PADRE PAULO SILVA: «Erramos muito, mas, não somos os monstros que alguns descreveram»

— O que é um Sacramento e o que é a Confirmação (Crisma)?

— Os sacramentos são sinais que, por meio de fórmulas e ritos, Cristo age e nos comunica a Sua Graça. Os Sacramentos são sinais eficazes da Graça, são instituídos por Cristo e confiados à Igreja, pela qual nos é possibilitado viver a vida divina. Através do Sacramento do Crisma o cristão confirma a sua fé e adesão a Jesus e assume o seu papel na Comunidade. A Confirmação é uma continuação dos compromissos iniciados no Batismo A Confirmação é o Sacramento que torna visível o Dom do Espírito. O Espírito Santo é comunicado ao fiel, como dom Divino para o crescimento espiritual ao serviço da vida e do Reino no seguimento de Jesus. Na Confirmação, o cristão recebe o Espírito Santo, como os apóstolos receberam no dia de Pentecostes. Esse Dom é a força para testemunhar Jesus Cristo por toda a parte.

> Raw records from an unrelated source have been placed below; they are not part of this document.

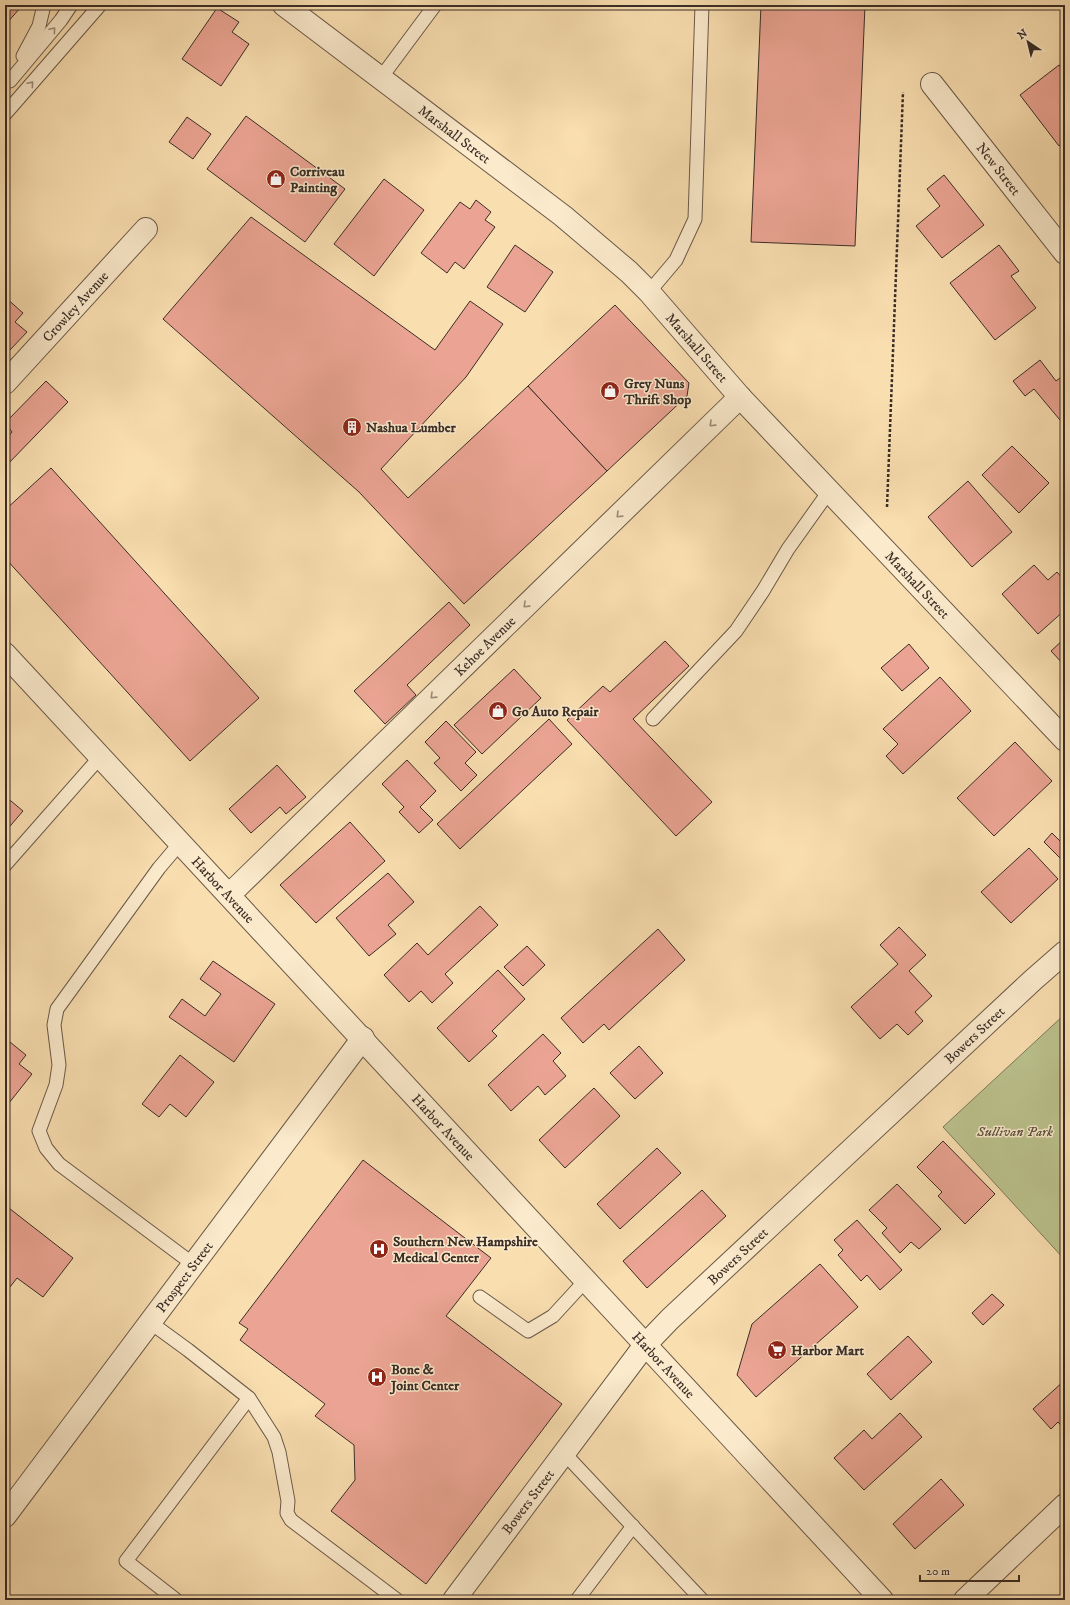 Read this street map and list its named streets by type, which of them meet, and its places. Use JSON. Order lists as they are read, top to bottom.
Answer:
{
  "streets": {
    "street": [
      "Marshall Street",
      "New Street",
      "Crowley Avenue",
      "Kehoe Avenue",
      "Harbor Avenue",
      "Bowers Street",
      "Prospect Street"
    ]
  },
  "crossings": [
    ["Marshall Street", "Kehoe Avenue"],
    ["Kehoe Avenue", "Harbor Avenue"],
    ["Harbor Avenue", "Bowers Street"],
    ["Harbor Avenue", "Prospect Street"]
  ],
  "one_way": ["Kehoe Avenue"],
  "parks": ["Sullivan Park"],
  "places": {
    "shop": ["Corriveau Painting", "Grey Nuns Thrift Shop", "Go Auto Repair"],
    "building": ["Nashua Lumber"],
    "hospital": ["Southern New Hampshire Medical Center", "Bone & Joint Center"],
    "supermarket": ["Harbor Mart"]
  },
  "scale_bar": "20 m",
  "north": "top left"
}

— Quem pode ministrar a Confirmação?

— O ministro ordinário do Sacramento da Confirmação é o bispo, mas pode ser ministrado por outro sacerdote com a autorização do mesmo. O bispo é o ministro ordinário deste sacramento porque o bispo é possuidor da plenitude do Espírito Santo e sucessor dos apóstolos, com todos os outros bispos do mundo, os primeiros a receberem o sopro do Espírito na manhã do Pentecostes.

—  É obrigatório um católico crismar-se?

— Ninguém é obrigado a receber nenhum Sacramento. Recebe um Sacramento quem quer viver a sua vida configurada com a fé cristã, para que, observando os mandamentos, ame a Deus e ao próximo, como Cristo nos ensinou, como nos diz o ritual do batismo.

— Que requisitos tem que cumprir o crismando? Há uma idade limite ou preferencial para ser confirmado? O pároco tem poder próprio de decisão sobre quem está habilitado para receber o Crisma?

— O Sacramento do Crisma é um dos três Sacramentos da Iniciação Cristã. Deve receber este Sacramento quem está disponível para dar testemunho da fé em Jesus de maneira consciente e convicta. A obrigação do crismado é assumir a fé e vivê-la com verticalidade e responsabilidade de testemunha. Atualmente ninguém recebe o Crisma sem completar o itinerário catequético estabelecido. Não faz o Crisma quem o senhor padre quer ou de quem gosta mais, recebe o crisma aquele que se mostra preparado e deu provas da fé vivida no dia a dia. O grande problema atualmente é que a maior parte daqueles que recebem o Crisma não está preparada para o receber e vive uma fé muito infantil e com poucas provas dadas. Há exceções, mas, a maior parte dos crismandos não está devidamente preparada para este passo de fé. Os crismandos falham porque a Igreja também falhou com eles e a pastoral feita nas paróquias não lhes dá respostas convincentes, além das características humanas em crise que atualmente sentimos. A Igreja falha na oferta, mas, os cristãos falham na exigência pessoal como discípulos de Jesus. Toda a situação pastoral atual é um grito de mudança e um apelo de esperança numa Igreja que necessita reencontrar-se.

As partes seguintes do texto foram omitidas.